Singapore’s Changi Airport issued a statement on Facebook, reporting that Flight CA403 encountered “smoke in the forward cargo hold and lavatory” during its journey to Singapore. The emergency landing occurred around 4:15 pm (0815 GMT), with all passengers and crew successfully evacuating the aircraft. The statement confirmed that the fire in the left engine had been extinguished.

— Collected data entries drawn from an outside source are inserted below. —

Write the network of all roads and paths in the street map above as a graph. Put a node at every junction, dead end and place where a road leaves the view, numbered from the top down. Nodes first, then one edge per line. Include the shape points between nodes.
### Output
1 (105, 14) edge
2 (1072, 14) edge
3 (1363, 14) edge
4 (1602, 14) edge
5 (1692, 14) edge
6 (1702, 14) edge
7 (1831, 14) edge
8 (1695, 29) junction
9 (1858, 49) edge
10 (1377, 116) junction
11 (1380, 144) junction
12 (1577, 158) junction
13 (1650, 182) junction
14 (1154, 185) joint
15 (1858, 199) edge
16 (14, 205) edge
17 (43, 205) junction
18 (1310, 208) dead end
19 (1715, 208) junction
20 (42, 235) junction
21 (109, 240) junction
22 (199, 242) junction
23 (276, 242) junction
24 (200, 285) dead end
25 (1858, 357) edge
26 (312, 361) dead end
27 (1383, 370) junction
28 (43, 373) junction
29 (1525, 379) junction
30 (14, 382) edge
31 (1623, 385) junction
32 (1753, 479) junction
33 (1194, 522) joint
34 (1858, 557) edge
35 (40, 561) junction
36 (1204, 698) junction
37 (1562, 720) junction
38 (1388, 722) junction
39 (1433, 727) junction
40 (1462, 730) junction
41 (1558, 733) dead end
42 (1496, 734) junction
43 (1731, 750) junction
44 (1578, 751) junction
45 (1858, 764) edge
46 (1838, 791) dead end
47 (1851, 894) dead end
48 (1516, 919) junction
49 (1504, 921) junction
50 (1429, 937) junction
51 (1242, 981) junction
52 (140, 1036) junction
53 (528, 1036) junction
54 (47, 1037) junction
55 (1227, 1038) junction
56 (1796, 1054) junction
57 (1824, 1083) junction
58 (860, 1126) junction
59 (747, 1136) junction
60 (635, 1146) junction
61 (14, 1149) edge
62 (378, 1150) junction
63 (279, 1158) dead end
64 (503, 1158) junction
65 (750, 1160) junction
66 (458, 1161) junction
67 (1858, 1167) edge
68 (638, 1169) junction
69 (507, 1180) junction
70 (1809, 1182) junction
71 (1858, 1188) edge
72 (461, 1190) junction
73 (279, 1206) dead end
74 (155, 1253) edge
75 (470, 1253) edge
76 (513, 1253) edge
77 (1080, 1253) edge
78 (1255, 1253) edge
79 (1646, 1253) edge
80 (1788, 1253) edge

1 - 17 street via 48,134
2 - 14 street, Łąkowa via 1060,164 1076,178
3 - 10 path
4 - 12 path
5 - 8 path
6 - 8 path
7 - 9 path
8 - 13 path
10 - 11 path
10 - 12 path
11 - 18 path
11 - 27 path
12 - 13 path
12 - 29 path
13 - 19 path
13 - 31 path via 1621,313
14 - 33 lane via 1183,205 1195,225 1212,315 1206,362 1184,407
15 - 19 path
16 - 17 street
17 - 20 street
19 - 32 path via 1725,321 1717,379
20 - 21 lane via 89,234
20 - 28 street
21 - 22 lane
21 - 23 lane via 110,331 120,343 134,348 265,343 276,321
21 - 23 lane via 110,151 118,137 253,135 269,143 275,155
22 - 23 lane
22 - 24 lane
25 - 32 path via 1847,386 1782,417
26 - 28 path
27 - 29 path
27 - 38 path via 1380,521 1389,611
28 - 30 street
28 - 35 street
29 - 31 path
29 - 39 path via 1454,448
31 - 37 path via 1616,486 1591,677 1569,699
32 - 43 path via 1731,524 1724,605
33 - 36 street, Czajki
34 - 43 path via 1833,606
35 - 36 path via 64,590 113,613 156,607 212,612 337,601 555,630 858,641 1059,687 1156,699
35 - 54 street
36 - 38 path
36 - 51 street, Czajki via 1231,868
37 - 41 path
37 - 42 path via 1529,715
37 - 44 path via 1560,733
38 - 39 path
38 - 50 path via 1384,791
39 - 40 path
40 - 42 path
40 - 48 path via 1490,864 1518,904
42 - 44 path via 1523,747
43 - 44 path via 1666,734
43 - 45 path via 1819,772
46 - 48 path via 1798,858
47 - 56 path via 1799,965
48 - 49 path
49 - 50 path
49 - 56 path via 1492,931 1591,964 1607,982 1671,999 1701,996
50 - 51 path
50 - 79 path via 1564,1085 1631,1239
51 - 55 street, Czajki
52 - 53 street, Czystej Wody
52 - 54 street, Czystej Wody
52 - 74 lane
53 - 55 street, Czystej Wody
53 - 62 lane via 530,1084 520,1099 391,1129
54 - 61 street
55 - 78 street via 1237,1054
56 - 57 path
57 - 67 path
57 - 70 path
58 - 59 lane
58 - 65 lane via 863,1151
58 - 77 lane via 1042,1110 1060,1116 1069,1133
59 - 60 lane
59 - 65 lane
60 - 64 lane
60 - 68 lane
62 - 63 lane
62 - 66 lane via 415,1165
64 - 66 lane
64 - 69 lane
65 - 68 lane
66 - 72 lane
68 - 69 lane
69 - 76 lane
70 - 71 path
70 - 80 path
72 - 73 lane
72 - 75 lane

As a result of the emergency landing, Changi Airport briefly closed its runway, and one aircraft had to be diverted to Batam, an island in Indonesia. The Civil Aviation Authority of Singapore (CAAS) is leading the investigation into the incident and has reached out to its Chinese counterpart for assistance.

The incident serves as a stark reminder of the importance of aviation safety protocols and the need for rigorous checks and maintenance to prevent such emergencies. Investigations are ongoing to determine the exact cause of the engine fire.